何もかもをボス一人でチェックするなんて、実はそう簡単なことじゃない。なにせ資料は膨大にあるから、現場の担当者さんにお願いして色々と資料を出してもらい、それをまとめてもらったものをチェックする方が現実的ではないだろうか。
どんな資料を出すべきかは規格書に定められていて、部下の方々はそれに従って用意する。マネジメントレビューにおいてその結果は全て、後から誰が見ても解るようにはっきり記録に残さなくてはならないので、 もしも資料を探したけれど、存在しなかったよという場合(例えば規格書でいう7.2のb)、お客さんやユーザー、従業員からの苦情・感想・指摘などについて)は、無かったということをはっきりと記録に残す必要がある。

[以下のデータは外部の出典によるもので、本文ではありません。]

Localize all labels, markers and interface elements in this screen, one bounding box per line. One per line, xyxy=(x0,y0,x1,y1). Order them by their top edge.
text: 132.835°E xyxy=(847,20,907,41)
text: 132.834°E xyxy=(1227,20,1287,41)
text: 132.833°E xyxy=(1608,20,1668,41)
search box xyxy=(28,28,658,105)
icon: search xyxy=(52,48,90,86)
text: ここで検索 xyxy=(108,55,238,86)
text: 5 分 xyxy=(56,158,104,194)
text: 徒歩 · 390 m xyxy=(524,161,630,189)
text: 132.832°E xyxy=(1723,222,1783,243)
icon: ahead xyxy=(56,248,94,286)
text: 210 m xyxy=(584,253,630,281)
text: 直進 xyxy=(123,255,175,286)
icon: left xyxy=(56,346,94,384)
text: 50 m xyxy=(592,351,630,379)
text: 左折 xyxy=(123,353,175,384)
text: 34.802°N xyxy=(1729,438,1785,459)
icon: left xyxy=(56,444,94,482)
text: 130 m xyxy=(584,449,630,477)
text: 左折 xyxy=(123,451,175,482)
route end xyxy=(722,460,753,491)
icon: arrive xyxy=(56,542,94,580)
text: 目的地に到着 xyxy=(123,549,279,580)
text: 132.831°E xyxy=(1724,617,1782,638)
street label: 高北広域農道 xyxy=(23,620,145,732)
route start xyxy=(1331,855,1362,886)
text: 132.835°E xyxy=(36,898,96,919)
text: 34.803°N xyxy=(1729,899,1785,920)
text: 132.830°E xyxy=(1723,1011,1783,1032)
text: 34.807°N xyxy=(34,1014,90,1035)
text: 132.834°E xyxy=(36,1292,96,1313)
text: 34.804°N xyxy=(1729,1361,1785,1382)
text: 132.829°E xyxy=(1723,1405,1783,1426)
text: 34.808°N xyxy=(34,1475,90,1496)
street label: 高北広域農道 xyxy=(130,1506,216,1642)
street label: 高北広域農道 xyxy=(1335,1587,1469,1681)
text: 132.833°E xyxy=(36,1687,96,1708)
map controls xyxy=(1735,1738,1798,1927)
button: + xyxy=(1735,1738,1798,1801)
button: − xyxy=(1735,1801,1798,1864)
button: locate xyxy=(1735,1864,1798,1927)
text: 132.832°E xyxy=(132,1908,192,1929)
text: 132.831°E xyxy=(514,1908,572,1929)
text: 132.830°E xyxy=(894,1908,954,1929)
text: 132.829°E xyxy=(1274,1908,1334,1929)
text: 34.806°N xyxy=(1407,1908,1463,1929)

提出すべきものはa)〜i)の９つ項目が挙がっているけれど、慣れていないうちはなんのこっちゃ全然わからなかった。そこで初心者なりに書き下してみると。。。

「7.2レビューへのインプット」より
a)ISMSがらみで行われる全ての監査(内部監査・認証審査)の結果
b)自分の会社のお客さんや取引先、利用者、従業員からの苦情・感想・指摘
c)ISMSをこれから良くするにあたって役に立ちそうな（新）商品・技術・情報
d)既に実施済みの是正措置、予防措置があればその結果と、実施状況
e)今までISMSをやってきた中で、法令や予算などの制約があって取り上げられなかった脆弱・脅威があれば、それをこれからちゃんと取り上げるのかどうかの判断(リスクアセスメントし直すかどうか)
f)管理策の有効性測定の結果。
g)過去のマネジメントレビュー結果に対応したかどうかの確認についての報告
h)コレがあるとISMSに影響があるよね、というような組織内外の変化(法令の改正など)
i)部下からボスへのISMS改善への提案があればここでどうぞ。 監査の結果や改善の提案だけでなく、ISMSに役立ちそうな新商品の紹介や、お客さんのクレームもここで報告することになっているのが面白い。
情報基盤センターでは、これらをパワーポイントファイルにまとめ、みんなで集まってそれぞれ担当者が組織のトップに説明する、という形をとっている。